Smelling Coffee Increases Attention and Memory
It seems like there is a National Day for everything these days. Overkill? Maybe. But if anything deserves to be celebrated, it’s that magical wake-up juice that fills me with sunshine and makes me feel like I can face the day: coffee. Tomorrow, October 1, is National Coffee Day. To commemorate the occasion, let’s talk about some recent research highlighting the powerful effects of coffee on our psychology.
Whether you like it black like your soul or you’re living’ la vida mocha, coffee is a stimulant, and as such, drinking it increases our alertness. Whether it improves our performance on mental tasks depends on the situation.
Still, there is a widespread belief among coffee lovers that the dark stuff helps them think clearly and work more efficiently.
And this belief is essential: in psychology and medicine, the placebo effect explains how sometimes our mere expectation that a substance—whether coffee or a pharmaceutical treatment—will help us in some way, people see actual improvement, even if there is no reason they should be experiencing improvement.
In drug trials, placebos, or pills that do not contain any medication, are often given to patients in the control group.
In contrast, the actual drug is given to patients in the test group, and doctors compare their resulting symptoms. Even if you know you’re taking a placebo, taking a placebo can trick the brain into experiencing something different, even if there’s no medical reason for it.
The same thing can happen in psychology: expecting that an event or stimulus will change your mood or attention or behavior can cause those changes. Even if there’s no scientific reason, you should be experiencing these changes.
What do placebos have to do with coffee? Two recent studies have examined the potential for coffee to have a placebo effect—specifically, they investigated whether simply being in the presence of coffee, even without drinking it, can have the same effects we expect to experience after drinking our morning cuppa.
Smell is a powerful sense, activating memories and providing a rich context for situations. Researchers in both studies wondered if smelling coffee was enough to trick people’s brains into kicking into gear the way they expect them to when taking a sip.
A 2019 study by Hawiset randomly assigned participants to smell either coffee or carbon powder for five minutes and then tested both groups on a variety of cognitive measures, including attention, reaction time, word and picture recognition, spatial and numeric working memory, and alertness.
They found that while people in the coffee group vs. the carbon group did not have initial differences in working memory, people who went on to sniff coffee before performing a second round of these tests scored higher on tasks related to attention, quality of memory, speed of memory, and alertness compared to their baseline.

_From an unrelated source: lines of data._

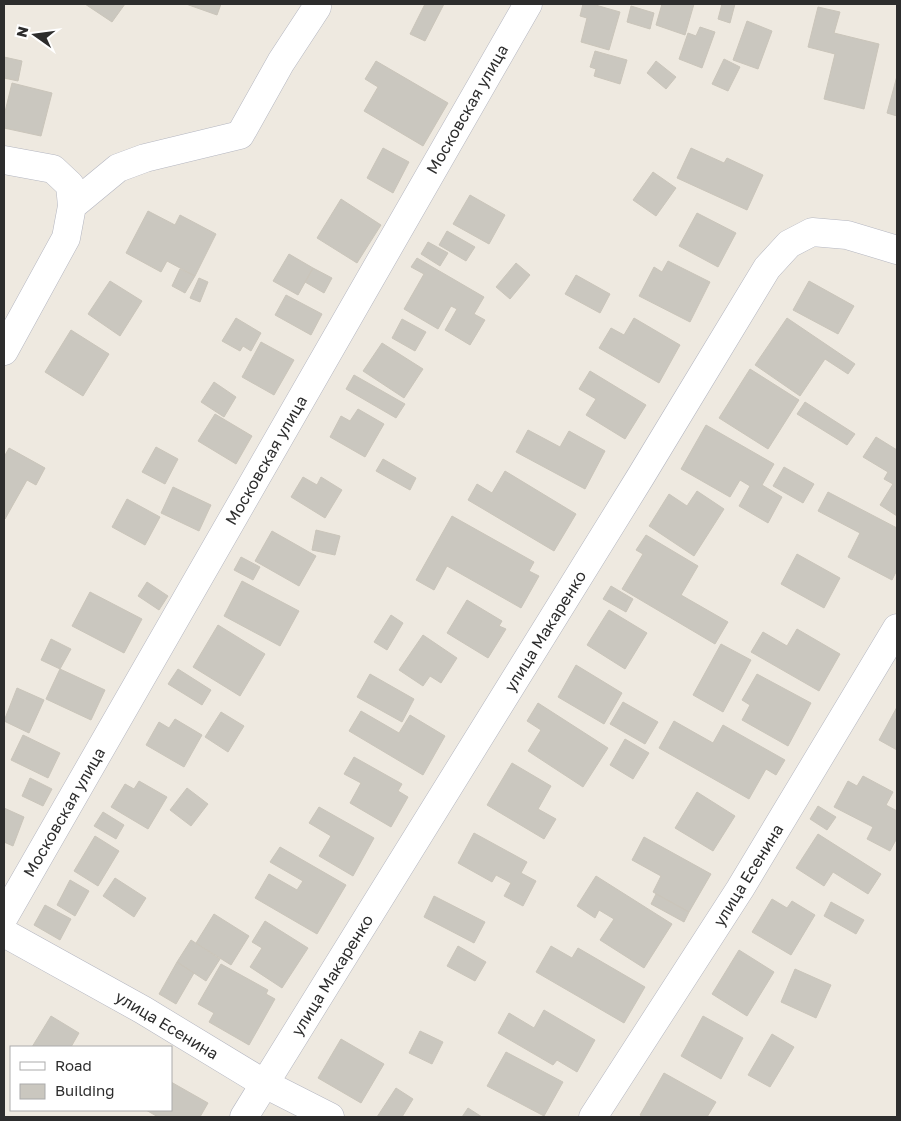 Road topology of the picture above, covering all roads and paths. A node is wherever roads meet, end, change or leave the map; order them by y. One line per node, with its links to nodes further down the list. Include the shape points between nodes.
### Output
1 (528, 4): 8 (street, Московская улица)
2 (317, 7): 4 (street, via 240,135 145,158 118,168)
3 (4, 160): 4 (street, via 53,169 70,185)
4 (72, 206): 6 (street, via 66,238)
5 (897, 250): 10 (street, улица Макаренко, via 847,235 812,232 789,244 767,268)
6 (4, 351)
7 (897, 628): 13 (street, улица Есенина, via 740,889)
8 (4, 917)
9 (4, 933): 10 (street, улица Есенина, via 143,1010)
10 (265, 1084): 11 (street, улица Макаренко); 12 (street, улица Есенина)
11 (244, 1117)
12 (330, 1117)
13 (593, 1117)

In contrast, the group that sniffed carbon had no significant improvement from their initial scores, and however, there was no difference in information processing speed.
To show that these effects were placebo effects and could not be explained by participants having the kinds of bodily reactions we would expect after ingesting a stimulant, Hawiset also measured participants’ blood pressure, heart rate, and cortisol levels before the big sniff.
There was no difference in these physiological responses in either group compared to their baseline. In other words, it seems to be the idea of what coffee does for us, rather than anything changing in the body, that was responsible for the coffee-sniffers’ increased performance.
An earlier study further supported this idea. In 2018, Madzharov and colleagues tested the effect of coffee smell on performance. They compared people in an environment that smelled like coffee and one that was unscented.
Both asked participants how well they expected to do on an analytical task and then performed that task. People in the scented room were expected to perform better on the job, and those expectations influenced their superior performance.
In a follow-up study, participants in the coffee-smelling room indicated specifically that they expected to be more alert in this environment, which would help them think and focus better.
These results confirmed something I’ve said for years, to the vehement disagreement of my husband—it’s a glorious thing to be in the presence of coffee.
But back to the placebo effect. How will this work if you know you’re trying to trick your brain?
Again, research has indicated that it can still work even if we know something is a placebo. So if you can’t drink coffee, or if you’ve already had 3 cups today and are concerned a fourth will be a terrible idea, brew that cup and take a good, long whiff, and then get back to work!